International organizations were formed to ensure that destructive world conflicts would never again occur. Schuman and Monet laid the principles of the future European Union, the Council of Europe was found not even mentioning the United Nations. With these changes, the growing technological development, the globalization, the information revolution and, in a whole, the “flattening of the world” as Thomas Friedman described it,7 the necessity of national states ceased to be understood as indispensable.

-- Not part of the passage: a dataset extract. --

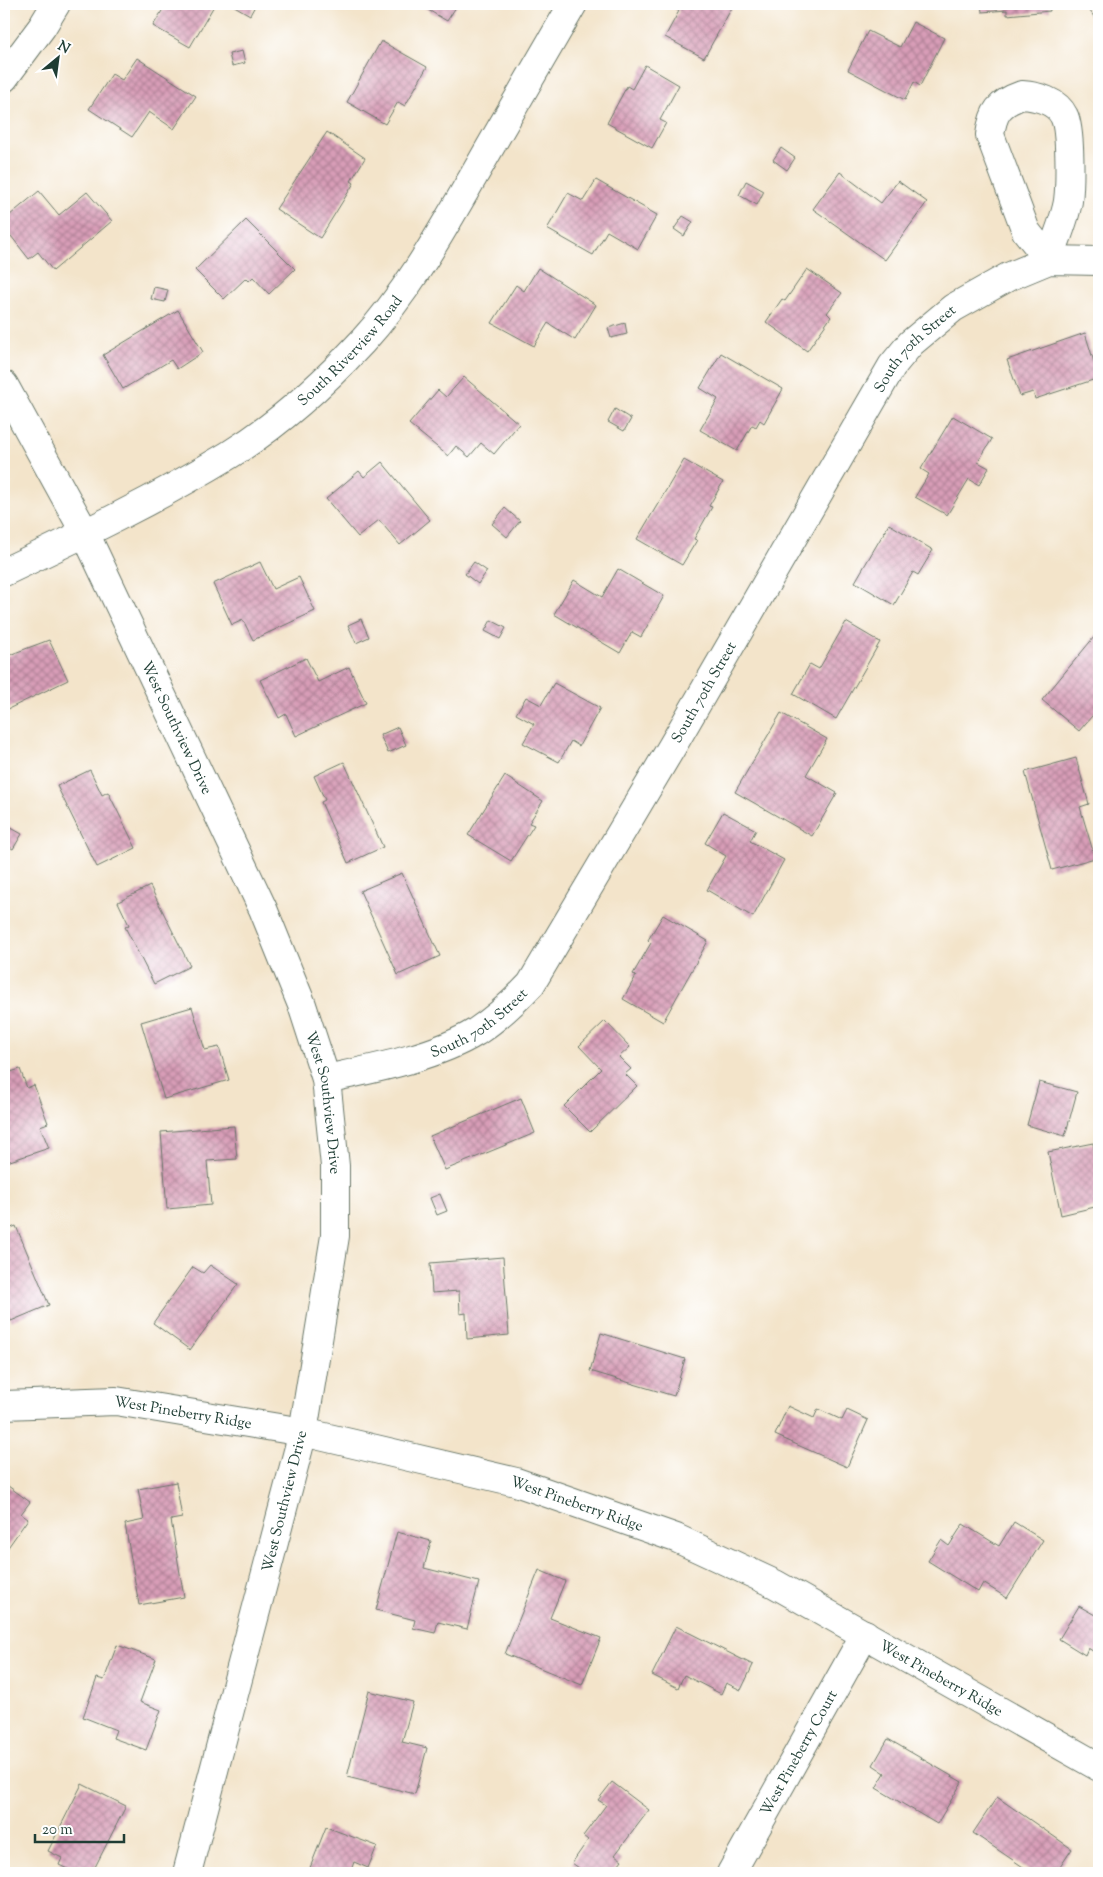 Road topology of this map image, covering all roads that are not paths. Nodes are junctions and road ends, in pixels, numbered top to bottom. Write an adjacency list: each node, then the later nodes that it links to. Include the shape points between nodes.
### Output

While at the beginning of the twentieth century, it was the formation of national states and the recognition of the right to self-determination that were understood as key tools to the enforcement of democracy and freedom, a new world policy is being passed today. The elimination of national states is viewed as an instrument for world peace. The new idea is that with a unified world, where there are no boundaries to conquer, no nations to be rivals, no armies to fight, no national interests but global instead, there will be no reason for wars. It is the idea of liberal peace, a thorough universalistic concept that pursues the unification of the world. The idea that was clearly formulated in Immanuel Kants Perpetual Peace or the latter democratic peace theory. But this idea brings many risks, which will be dealt with in the following paragraphs.
Absence of responsibility
The first risk coming from the dissolvement of national states is the lack of liability. While the traditional understanding of modern democracy lays on the notion that the source of power are the people who elect their representatives under the theory of social contract,8 liberal understanding withdraws from the liability of elected representatives. No more are they responsible for their actions, because with the loss of national sovereignty - the new world trend in the interest of liberal peace - they no longer can be called responsible for the results of their work. With the unification and globalization of the world and the key role of non-elected world organizations, the real power of domestic politicians is weak. And so cannot be asked to take measures in the enforcement of state interests.9 The question that underlies all this can sound – isn’t this what political representatives really want, to be free of responsibility? To pass it on to higher structures? In either case, it is not a question of choice, such cooperation is nowadays inevitable.
The ambition to universal truth
With the unifying world comes the need of one policy to be pursued. It is the idea of liberal peace. With it come the necessary values and entities which are to be carried out in the world. Democracy, freedom, human rights, elections, democratic institutions and many more. Although the north atlantic civilization, and states belonging to this cultural circuit, is today still the dominant one,10 many question if it has the right to pursue the expansion of these and other values to those areas, which do not belong to it.11 It is especially the intervention in Afghanistan and Iraq which made many inquire, not only if this claim of universal truth is real but, even if possessed, if it is righteous to be spread by force. And even if this forceful expansion is not contradictory to the promoted values. Especially to freedom and liberty. It is argued that the neoconservative doctrine, lying behind the export of democracy and liberal peace from the western world is too daring when claiming that it has found the universal key to world peace and human happiness.12 Which should be democracy.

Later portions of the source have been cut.